* [Exercise objective]
Nothing in the data may be altered, so output all of it exactly.

* [Records to process]
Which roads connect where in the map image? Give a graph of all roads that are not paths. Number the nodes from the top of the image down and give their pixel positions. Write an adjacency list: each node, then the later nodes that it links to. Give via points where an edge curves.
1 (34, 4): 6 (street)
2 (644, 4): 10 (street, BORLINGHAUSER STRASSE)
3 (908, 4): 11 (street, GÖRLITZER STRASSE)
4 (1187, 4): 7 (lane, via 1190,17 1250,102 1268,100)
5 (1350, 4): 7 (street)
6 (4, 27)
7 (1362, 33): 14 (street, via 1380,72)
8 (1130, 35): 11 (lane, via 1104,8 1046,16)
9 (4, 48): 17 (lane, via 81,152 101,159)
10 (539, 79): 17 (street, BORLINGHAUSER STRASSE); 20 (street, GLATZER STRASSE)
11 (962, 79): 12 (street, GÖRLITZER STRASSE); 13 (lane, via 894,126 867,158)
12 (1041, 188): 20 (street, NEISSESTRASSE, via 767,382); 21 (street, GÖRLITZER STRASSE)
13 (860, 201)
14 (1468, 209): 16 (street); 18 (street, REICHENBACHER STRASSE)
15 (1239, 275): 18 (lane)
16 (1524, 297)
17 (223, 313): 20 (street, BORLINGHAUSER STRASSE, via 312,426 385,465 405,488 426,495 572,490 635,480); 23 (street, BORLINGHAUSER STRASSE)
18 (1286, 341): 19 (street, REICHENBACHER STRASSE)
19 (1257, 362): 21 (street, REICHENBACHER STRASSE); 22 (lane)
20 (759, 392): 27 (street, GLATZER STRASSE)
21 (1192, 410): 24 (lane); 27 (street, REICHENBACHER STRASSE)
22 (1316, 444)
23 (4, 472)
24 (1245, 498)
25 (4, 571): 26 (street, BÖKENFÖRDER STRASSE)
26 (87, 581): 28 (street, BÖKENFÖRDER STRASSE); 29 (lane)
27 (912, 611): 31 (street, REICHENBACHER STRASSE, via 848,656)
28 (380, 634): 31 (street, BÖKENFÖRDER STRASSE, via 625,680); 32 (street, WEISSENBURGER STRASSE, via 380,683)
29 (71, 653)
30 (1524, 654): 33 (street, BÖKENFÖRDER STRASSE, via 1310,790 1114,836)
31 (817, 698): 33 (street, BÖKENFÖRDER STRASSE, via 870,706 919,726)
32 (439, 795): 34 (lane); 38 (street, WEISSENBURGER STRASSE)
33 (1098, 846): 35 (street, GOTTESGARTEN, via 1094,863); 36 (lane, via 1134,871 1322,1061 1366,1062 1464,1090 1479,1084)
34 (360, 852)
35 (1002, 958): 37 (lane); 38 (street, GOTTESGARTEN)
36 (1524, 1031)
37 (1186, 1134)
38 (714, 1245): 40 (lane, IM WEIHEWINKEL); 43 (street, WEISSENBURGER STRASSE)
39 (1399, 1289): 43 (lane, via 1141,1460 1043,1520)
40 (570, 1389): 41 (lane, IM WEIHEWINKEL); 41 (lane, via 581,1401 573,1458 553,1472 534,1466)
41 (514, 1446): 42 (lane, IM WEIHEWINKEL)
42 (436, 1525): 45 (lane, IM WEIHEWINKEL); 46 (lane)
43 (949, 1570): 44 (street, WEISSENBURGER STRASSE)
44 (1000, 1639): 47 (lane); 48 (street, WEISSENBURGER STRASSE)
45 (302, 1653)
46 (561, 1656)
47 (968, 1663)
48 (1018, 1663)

* [Your response]
Which roads connect where in the map image? Give a graph of all roads that are not paths. Number the nodes from the top of the image down and give their pixel positions. Write an adjacency list: each node, then the later nodes that it links to. Give via points where an edge curves.
1 (34, 4): 6 (street)
2 (644, 4): 10 (street, BORLINGHAUSER STRASSE)
3 (908, 4): 11 (street, GÖRLITZER STRASSE)
4 (1187, 4): 7 (lane, via 1190,17 1250,102 1268,100)
5 (1350, 4): 7 (street)
6 (4, 27)
7 (1362, 33): 14 (street, via 1380,72)
8 (1130, 35): 11 (lane, via 1104,8 1046,16)
9 (4, 48): 17 (lane, via 81,152 101,159)
10 (539, 79): 17 (street, BORLINGHAUSER STRASSE); 20 (street, GLATZER STRASSE)
11 (962, 79): 12 (street, GÖRLITZER STRASSE); 13 (lane, via 894,126 867,158)
12 (1041, 188): 20 (street, NEISSESTRASSE, via 767,382); 21 (street, GÖRLITZER STRASSE)
13 (860, 201)
14 (1468, 209): 16 (street); 18 (street, REICHENBACHER STRASSE)
15 (1239, 275): 18 (lane)
16 (1524, 297)
17 (223, 313): 20 (street, BORLINGHAUSER STRASSE, via 312,426 385,465 405,488 426,495 572,490 635,480); 23 (street, BORLINGHAUSER STRASSE)
18 (1286, 341): 19 (street, REICHENBACHER STRASSE)
19 (1257, 362): 21 (street, REICHENBACHER STRASSE); 22 (lane)
20 (759, 392): 27 (street, GLATZER STRASSE)
21 (1192, 410): 24 (lane); 27 (street, REICHENBACHER STRASSE)
22 (1316, 444)
23 (4, 472)
24 (1245, 498)
25 (4, 571): 26 (street, BÖKENFÖRDER STRASSE)
26 (87, 581): 28 (street, BÖKENFÖRDER STRASSE); 29 (lane)
27 (912, 611): 31 (street, REICHENBACHER STRASSE, via 848,656)
28 (380, 634): 31 (street, BÖKENFÖRDER STRASSE, via 625,680); 32 (street, WEISSENBURGER STRASSE, via 380,683)
29 (71, 653)
30 (1524, 654): 33 (street, BÖKENFÖRDER STRASSE, via 1310,790 1114,836)
31 (817, 698): 33 (street, BÖKENFÖRDER STRASSE, via 870,706 919,726)
32 (439, 795): 34 (lane); 38 (street, WEISSENBURGER STRASSE)
33 (1098, 846): 35 (street, GOTTESGARTEN, via 1094,863); 36 (lane, via 1134,871 1322,1061 1366,1062 1464,1090 1479,1084)
34 (360, 852)
35 (1002, 958): 37 (lane); 38 (street, GOTTESGARTEN)
36 (1524, 1031)
37 (1186, 1134)
38 (714, 1245): 40 (lane, IM WEIHEWINKEL); 43 (street, WEISSENBURGER STRASSE)
39 (1399, 1289): 43 (lane, via 1141,1460 1043,1520)
40 (570, 1389): 41 (lane, IM WEIHEWINKEL); 41 (lane, via 581,1401 573,1458 553,1472 534,1466)
41 (514, 1446): 42 (lane, IM WEIHEWINKEL)
42 (436, 1525): 45 (lane, IM WEIHEWINKEL); 46 (lane)
43 (949, 1570): 44 (street, WEISSENBURGER STRASSE)
44 (1000, 1639): 47 (lane); 48 (street, WEISSENBURGER STRASSE)
45 (302, 1653)
46 (561, 1656)
47 (968, 1663)
48 (1018, 1663)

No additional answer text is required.